The study covered five Casas implementation sites located in four Mexican states. A qualitative process evaluation focused on systematically analyzing the Casas project processes and performance was conducted using archival information and semi-structured interviews. Sixty-two interviews were conducted, and grounded theory approach was applied for data analysis.
Few similarities were observed between the proposed model of service delivery and its implementation in diverse locations, signaling discordant operating processes. Evidence gathered from Casas personnel highlighted their ability to detect obstetric emergencies and domestic violence cases, as well as contribute to the empowerment of women in the indigenous communities served by the project. These themes directly translated to increases in the reporting of abuse and referrals for obstetric emergencies.
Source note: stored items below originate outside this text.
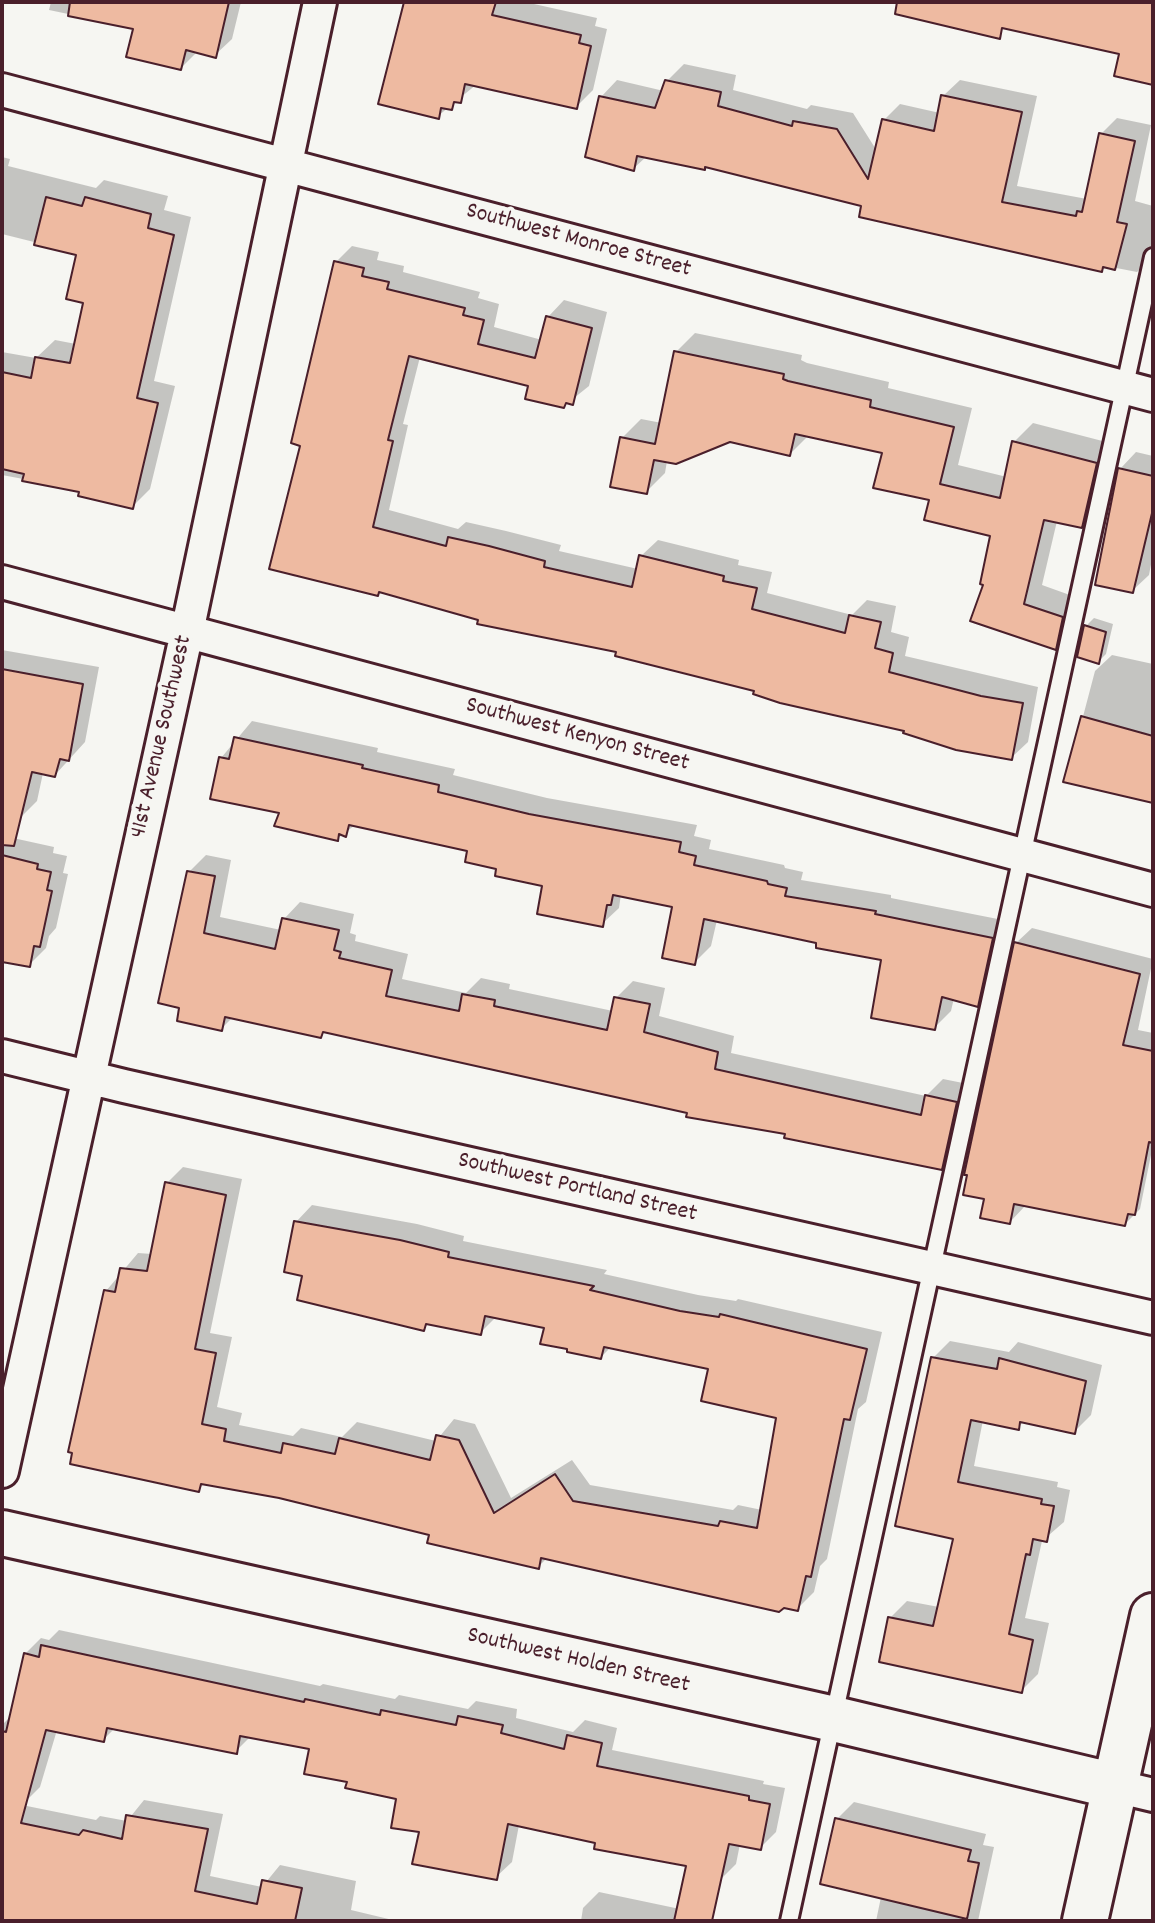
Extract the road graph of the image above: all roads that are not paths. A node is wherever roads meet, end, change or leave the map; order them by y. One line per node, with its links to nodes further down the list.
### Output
1 (320, 2): 3 (street, 41st Avenue Southwest)
2 (2, 90): 3 (street, Southwest Monroe Street)
3 (285, 165): 5 (street, Southwest Monroe Street); 7 (street, 41st Avenue Southwest)
4 (1153, 257): 5 (lane)
5 (1139, 391): 8 (lane)
6 (2, 582): 7 (street, Southwest Kenyon Street)
7 (187, 632): 8 (street, Southwest Kenyon Street); 11 (street, 41st Avenue Southwest)
8 (1024, 855): 9 (street, Southwest Kenyon Street); 12 (lane)
9 (1153, 890)
10 (2, 1056): 11 (street, Southwest Portland Street)
11 (87, 1078): 12 (street, Southwest Portland Street); 14 (street, 41st Avenue Southwest)
12 (932, 1270): 13 (street, Southwest Portland Street); 17 (lane)
13 (1153, 1318)
14 (2, 1471)
15 (2, 1533): 17 (street, Southwest Holden Street)
16 (1153, 1616): 18 (street)
17 (834, 1719): 18 (street, Southwest Holden Street); 19 (lane)
18 (1134, 1790): 20 (street)
19 (789, 1921)
20 (1085, 1921)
The model's cultural and linguistic competency, and contributions to increased referrals for obstetric emergencies and abuse are notable successes. The flexibility and community-based nature of the model has allowed it to be adapted to the particularities of diverse indigenous contexts. Local, culturally appropriate implementation has been facilitated by the fact that the Casas have been implemented with local leadership and local women have taken ownership. Users express overall satisfaction with service delivery, while providing constructive feedback for the improvement of existing Casas, as well as more cost-effective implementation of the model in new sites. Integration of user's input obtained from this process evaluation into future planning will undoubtedly increase buy-in. The Casas model is pertinent and viable to other contexts where indigenous women experience disparities in care.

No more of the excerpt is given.